↓

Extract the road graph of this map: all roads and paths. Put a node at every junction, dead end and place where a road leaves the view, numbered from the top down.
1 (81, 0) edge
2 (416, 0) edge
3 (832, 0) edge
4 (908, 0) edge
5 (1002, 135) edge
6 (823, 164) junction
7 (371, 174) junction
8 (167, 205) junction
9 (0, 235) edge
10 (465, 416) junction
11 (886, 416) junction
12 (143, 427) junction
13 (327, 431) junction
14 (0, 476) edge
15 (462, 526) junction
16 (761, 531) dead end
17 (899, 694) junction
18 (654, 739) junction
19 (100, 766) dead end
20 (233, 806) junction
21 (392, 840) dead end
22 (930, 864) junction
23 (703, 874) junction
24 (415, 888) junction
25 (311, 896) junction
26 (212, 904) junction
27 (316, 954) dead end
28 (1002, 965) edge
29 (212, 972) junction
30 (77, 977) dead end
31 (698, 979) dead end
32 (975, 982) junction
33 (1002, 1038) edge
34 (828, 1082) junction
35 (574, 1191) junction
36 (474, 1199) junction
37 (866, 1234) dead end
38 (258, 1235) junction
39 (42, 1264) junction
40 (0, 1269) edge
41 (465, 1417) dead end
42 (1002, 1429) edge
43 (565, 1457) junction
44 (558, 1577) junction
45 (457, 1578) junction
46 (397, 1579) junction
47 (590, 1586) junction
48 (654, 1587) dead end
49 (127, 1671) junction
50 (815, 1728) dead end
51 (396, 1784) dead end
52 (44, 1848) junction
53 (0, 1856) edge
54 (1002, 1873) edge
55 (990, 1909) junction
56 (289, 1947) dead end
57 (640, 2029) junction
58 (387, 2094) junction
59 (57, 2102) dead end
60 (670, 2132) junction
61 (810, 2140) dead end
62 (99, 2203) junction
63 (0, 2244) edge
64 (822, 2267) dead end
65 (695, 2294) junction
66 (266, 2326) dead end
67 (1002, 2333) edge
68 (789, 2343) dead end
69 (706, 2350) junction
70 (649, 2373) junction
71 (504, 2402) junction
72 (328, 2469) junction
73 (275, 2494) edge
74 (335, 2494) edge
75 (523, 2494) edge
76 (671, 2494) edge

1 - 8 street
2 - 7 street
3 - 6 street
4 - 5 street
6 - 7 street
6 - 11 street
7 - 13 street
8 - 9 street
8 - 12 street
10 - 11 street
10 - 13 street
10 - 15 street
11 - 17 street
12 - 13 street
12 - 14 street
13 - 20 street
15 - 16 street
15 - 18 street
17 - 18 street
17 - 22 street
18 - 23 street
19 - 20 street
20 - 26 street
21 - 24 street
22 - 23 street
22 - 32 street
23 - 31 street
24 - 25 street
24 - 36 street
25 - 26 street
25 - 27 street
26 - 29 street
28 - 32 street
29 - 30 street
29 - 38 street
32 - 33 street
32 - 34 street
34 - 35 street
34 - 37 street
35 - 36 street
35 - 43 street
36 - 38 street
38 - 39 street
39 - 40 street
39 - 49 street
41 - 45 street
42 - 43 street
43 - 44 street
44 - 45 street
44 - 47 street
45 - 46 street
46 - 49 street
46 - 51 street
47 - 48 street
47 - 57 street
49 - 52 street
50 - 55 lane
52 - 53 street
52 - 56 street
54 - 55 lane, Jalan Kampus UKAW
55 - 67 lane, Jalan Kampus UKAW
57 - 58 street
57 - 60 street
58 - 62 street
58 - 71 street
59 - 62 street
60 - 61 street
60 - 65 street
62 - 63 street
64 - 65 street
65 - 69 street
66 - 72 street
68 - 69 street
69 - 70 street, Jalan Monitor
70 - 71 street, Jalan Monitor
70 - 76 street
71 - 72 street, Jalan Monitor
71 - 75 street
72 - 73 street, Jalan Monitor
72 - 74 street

↑

# [Exercise aim]
Within the material above, show every line that includes "Jalan".

# [Reply]
54 - 55 lane, Jalan Kampus UKAW
55 - 67 lane, Jalan Kampus UKAW
69 - 70 street, Jalan Monitor
70 - 71 street, Jalan Monitor
71 - 72 street, Jalan Monitor
72 - 73 street, Jalan Monitor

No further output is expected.